4. L'Évangile nous a parlé du mystère de l'iniquité, du Mal qui mine la vie des créatures et les défigure : d'abord dans le possédé, puis dans le troupeau de porcs qui est amené à se jeter à l'eau, y trouvant la mort. Elle reste cependant un avertissement pour nous aujourd'hui : c'est-à-dire ne pas être comme les habitants de Gerasa, qui étaient plus soucieux de leurs propres intérêts - le troupeau tombé à la mer - et n'ont pas pu s'étonner de la libération accordée à l'un de leurs concitoyens par Jésus, au point de le supplier de les quitter. Sur cette île du Tibre, qui divise les eaux du Tibre en deux, demandons la grâce pour la Bulgarie et pour nous tous de rester fermes sur le rocher du Christ et de ses témoins à travers l'histoire, un rocher qu'aucun courant fort ne peut ébranler. Mais en même temps, ne permettons pas que le lavage baptismal qui un jour nous a tous renouvelés, s'écoule sans nous transformer chaque jour davantage à l'image du Christ, qui nous a créés et rachetés.

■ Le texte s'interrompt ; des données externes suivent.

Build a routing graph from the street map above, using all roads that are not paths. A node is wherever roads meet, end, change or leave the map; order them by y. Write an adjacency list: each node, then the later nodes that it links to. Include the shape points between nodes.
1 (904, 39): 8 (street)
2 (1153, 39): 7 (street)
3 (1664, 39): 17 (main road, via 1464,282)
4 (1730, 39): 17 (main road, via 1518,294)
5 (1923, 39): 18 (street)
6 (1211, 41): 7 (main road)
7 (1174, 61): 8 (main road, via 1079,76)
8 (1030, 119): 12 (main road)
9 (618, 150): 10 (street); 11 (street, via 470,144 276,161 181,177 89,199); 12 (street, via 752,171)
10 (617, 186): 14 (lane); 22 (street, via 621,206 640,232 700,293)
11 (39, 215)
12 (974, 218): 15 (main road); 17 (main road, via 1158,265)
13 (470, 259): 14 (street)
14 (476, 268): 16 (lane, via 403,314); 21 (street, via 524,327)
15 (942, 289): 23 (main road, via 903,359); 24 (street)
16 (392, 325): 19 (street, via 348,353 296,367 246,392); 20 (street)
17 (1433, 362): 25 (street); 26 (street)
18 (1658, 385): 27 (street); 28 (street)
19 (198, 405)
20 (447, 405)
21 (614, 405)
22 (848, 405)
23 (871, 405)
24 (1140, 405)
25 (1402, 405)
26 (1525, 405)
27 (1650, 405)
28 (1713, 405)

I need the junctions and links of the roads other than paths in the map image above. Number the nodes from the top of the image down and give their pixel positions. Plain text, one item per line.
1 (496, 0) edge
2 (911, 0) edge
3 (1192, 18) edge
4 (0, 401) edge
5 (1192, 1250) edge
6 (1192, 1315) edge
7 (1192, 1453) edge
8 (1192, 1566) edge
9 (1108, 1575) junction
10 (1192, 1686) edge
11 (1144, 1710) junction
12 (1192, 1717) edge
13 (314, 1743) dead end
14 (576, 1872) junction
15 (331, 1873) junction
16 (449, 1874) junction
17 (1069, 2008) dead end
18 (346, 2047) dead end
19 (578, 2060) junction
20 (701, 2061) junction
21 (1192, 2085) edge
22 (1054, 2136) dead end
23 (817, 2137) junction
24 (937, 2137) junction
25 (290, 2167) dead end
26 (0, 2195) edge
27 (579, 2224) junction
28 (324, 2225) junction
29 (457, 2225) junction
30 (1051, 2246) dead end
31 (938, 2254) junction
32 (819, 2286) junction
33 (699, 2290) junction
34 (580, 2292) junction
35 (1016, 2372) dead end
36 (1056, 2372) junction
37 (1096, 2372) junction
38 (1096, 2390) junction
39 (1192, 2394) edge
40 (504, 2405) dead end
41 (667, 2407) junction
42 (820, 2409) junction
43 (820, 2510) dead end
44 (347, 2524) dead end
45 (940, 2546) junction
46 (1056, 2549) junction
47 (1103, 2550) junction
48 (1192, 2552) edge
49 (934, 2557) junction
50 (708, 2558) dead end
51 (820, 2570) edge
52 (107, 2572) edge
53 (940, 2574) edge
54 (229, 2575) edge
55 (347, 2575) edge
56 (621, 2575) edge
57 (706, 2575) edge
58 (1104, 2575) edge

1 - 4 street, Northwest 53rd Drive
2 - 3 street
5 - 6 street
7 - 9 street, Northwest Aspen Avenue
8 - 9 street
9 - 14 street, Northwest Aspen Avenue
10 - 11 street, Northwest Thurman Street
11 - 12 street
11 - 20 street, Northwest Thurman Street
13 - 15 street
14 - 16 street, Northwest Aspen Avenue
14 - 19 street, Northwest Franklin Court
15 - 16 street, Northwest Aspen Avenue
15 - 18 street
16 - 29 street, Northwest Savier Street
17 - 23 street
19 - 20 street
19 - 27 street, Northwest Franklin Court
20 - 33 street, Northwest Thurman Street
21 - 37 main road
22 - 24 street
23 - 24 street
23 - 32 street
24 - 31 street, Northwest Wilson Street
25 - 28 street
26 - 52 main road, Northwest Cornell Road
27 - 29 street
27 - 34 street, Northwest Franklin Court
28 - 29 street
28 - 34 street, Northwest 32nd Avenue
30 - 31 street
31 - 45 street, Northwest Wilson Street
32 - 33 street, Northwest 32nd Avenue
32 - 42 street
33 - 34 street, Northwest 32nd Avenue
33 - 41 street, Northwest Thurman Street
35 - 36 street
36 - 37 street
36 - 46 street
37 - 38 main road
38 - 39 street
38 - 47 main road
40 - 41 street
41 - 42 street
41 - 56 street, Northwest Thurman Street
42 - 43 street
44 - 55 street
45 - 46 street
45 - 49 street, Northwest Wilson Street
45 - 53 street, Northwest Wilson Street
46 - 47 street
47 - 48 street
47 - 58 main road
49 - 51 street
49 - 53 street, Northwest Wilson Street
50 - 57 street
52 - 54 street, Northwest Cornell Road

C'est seulement ainsi que nous pourrons rester victorieux face aux anciennes et nouvelles idéologies qui, même dans le monde d'aujourd'hui, défigurent le visage de l'autre, le transformant de frère en ennemi, érigeant des murs et générant la division, laissant en fin de compte l'homme plus seul et son cœur plus pauvre.

5. Que Marie, la toute Sainte Mère de Dieu, Saint Jean XXIII, les Bienheureux Martyrs de Bulgarie, veillent sur cette Nation bien-aimée et sur nous tous par leur intercession. Amen.